Reproduce the following material exactly, including every line.

- RECORDS FOR THE EXERCISE:
####

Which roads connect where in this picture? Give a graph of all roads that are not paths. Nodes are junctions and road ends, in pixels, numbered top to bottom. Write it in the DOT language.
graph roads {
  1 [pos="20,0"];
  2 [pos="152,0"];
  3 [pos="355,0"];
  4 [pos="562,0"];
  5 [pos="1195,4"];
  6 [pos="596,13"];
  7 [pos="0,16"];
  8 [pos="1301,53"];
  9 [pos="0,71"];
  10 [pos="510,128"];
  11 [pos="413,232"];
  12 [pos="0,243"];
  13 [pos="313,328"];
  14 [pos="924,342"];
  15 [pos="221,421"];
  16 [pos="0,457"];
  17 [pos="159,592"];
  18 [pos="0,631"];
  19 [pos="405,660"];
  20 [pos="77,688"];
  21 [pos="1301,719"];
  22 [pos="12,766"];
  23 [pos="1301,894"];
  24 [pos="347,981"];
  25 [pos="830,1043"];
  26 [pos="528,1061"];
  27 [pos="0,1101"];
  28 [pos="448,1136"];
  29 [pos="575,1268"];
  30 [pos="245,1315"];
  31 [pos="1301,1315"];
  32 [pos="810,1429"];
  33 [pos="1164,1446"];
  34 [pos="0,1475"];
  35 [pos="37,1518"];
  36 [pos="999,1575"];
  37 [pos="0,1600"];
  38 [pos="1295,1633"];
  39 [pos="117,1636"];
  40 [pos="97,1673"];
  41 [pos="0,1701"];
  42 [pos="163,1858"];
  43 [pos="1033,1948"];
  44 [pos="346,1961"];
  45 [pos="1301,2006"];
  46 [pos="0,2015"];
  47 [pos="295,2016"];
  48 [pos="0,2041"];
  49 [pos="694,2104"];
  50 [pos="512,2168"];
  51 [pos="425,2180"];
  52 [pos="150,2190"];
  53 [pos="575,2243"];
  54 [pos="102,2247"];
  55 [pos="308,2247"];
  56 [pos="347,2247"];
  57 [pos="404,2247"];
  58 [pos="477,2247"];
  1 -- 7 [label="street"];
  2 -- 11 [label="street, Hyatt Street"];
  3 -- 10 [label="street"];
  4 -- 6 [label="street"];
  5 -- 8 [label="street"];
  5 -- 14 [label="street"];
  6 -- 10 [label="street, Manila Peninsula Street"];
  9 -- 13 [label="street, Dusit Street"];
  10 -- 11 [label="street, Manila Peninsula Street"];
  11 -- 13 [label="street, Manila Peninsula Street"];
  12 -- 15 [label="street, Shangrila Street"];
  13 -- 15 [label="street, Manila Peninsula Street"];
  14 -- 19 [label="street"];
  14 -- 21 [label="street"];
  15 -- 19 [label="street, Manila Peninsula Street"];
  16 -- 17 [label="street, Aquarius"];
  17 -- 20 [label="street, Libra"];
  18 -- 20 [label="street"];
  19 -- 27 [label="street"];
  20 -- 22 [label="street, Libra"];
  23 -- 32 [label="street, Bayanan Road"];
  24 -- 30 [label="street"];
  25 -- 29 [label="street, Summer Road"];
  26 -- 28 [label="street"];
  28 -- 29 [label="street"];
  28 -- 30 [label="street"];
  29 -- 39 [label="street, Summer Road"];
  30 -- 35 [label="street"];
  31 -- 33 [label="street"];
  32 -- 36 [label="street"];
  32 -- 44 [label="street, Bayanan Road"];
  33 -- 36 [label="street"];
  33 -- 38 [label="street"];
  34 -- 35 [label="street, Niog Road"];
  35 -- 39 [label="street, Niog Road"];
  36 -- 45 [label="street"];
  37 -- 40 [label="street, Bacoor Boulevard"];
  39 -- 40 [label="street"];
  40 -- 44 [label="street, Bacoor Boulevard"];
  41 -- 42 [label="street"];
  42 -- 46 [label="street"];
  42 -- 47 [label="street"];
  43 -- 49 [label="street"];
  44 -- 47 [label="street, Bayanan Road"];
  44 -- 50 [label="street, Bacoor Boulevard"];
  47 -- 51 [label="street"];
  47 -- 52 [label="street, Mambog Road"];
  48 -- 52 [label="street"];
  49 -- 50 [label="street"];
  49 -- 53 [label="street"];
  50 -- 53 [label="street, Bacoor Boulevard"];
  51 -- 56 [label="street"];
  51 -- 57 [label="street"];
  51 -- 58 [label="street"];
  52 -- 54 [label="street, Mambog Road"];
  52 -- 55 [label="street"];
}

####

- OUTPUT FOR THIS TASK:
Which roads connect where in this picture? Give a graph of all roads that are not paths. Nodes are junctions and road ends, in pixels, numbered top to bottom. Write it in the DOT language.
graph roads {
  1 [pos="20,0"];
  2 [pos="152,0"];
  3 [pos="355,0"];
  4 [pos="562,0"];
  5 [pos="1195,4"];
  6 [pos="596,13"];
  7 [pos="0,16"];
  8 [pos="1301,53"];
  9 [pos="0,71"];
  10 [pos="510,128"];
  11 [pos="413,232"];
  12 [pos="0,243"];
  13 [pos="313,328"];
  14 [pos="924,342"];
  15 [pos="221,421"];
  16 [pos="0,457"];
  17 [pos="159,592"];
  18 [pos="0,631"];
  19 [pos="405,660"];
  20 [pos="77,688"];
  21 [pos="1301,719"];
  22 [pos="12,766"];
  23 [pos="1301,894"];
  24 [pos="347,981"];
  25 [pos="830,1043"];
  26 [pos="528,1061"];
  27 [pos="0,1101"];
  28 [pos="448,1136"];
  29 [pos="575,1268"];
  30 [pos="245,1315"];
  31 [pos="1301,1315"];
  32 [pos="810,1429"];
  33 [pos="1164,1446"];
  34 [pos="0,1475"];
  35 [pos="37,1518"];
  36 [pos="999,1575"];
  37 [pos="0,1600"];
  38 [pos="1295,1633"];
  39 [pos="117,1636"];
  40 [pos="97,1673"];
  41 [pos="0,1701"];
  42 [pos="163,1858"];
  43 [pos="1033,1948"];
  44 [pos="346,1961"];
  45 [pos="1301,2006"];
  46 [pos="0,2015"];
  47 [pos="295,2016"];
  48 [pos="0,2041"];
  49 [pos="694,2104"];
  50 [pos="512,2168"];
  51 [pos="425,2180"];
  52 [pos="150,2190"];
  53 [pos="575,2243"];
  54 [pos="102,2247"];
  55 [pos="308,2247"];
  56 [pos="347,2247"];
  57 [pos="404,2247"];
  58 [pos="477,2247"];
  1 -- 7 [label="street"];
  2 -- 11 [label="street, Hyatt Street"];
  3 -- 10 [label="street"];
  4 -- 6 [label="street"];
  5 -- 8 [label="street"];
  5 -- 14 [label="street"];
  6 -- 10 [label="street, Manila Peninsula Street"];
  9 -- 13 [label="street, Dusit Street"];
  10 -- 11 [label="street, Manila Peninsula Street"];
  11 -- 13 [label="street, Manila Peninsula Street"];
  12 -- 15 [label="street, Shangrila Street"];
  13 -- 15 [label="street, Manila Peninsula Street"];
  14 -- 19 [label="street"];
  14 -- 21 [label="street"];
  15 -- 19 [label="street, Manila Peninsula Street"];
  16 -- 17 [label="street, Aquarius"];
  17 -- 20 [label="street, Libra"];
  18 -- 20 [label="street"];
  19 -- 27 [label="street"];
  20 -- 22 [label="street, Libra"];
  23 -- 32 [label="street, Bayanan Road"];
  24 -- 30 [label="street"];
  25 -- 29 [label="street, Summer Road"];
  26 -- 28 [label="street"];
  28 -- 29 [label="street"];
  28 -- 30 [label="street"];
  29 -- 39 [label="street, Summer Road"];
  30 -- 35 [label="street"];
  31 -- 33 [label="street"];
  32 -- 36 [label="street"];
  32 -- 44 [label="street, Bayanan Road"];
  33 -- 36 [label="street"];
  33 -- 38 [label="street"];
  34 -- 35 [label="street, Niog Road"];
  35 -- 39 [label="street, Niog Road"];
  36 -- 45 [label="street"];
  37 -- 40 [label="street, Bacoor Boulevard"];
  39 -- 40 [label="street"];
  40 -- 44 [label="street, Bacoor Boulevard"];
  41 -- 42 [label="street"];
  42 -- 46 [label="street"];
  42 -- 47 [label="street"];
  43 -- 49 [label="street"];
  44 -- 47 [label="street, Bayanan Road"];
  44 -- 50 [label="street, Bacoor Boulevard"];
  47 -- 51 [label="street"];
  47 -- 52 [label="street, Mambog Road"];
  48 -- 52 [label="street"];
  49 -- 50 [label="street"];
  49 -- 53 [label="street"];
  50 -- 53 [label="street, Bacoor Boulevard"];
  51 -- 56 [label="street"];
  51 -- 57 [label="street"];
  51 -- 58 [label="street"];
  52 -- 54 [label="street, Mambog Road"];
  52 -- 55 [label="street"];
}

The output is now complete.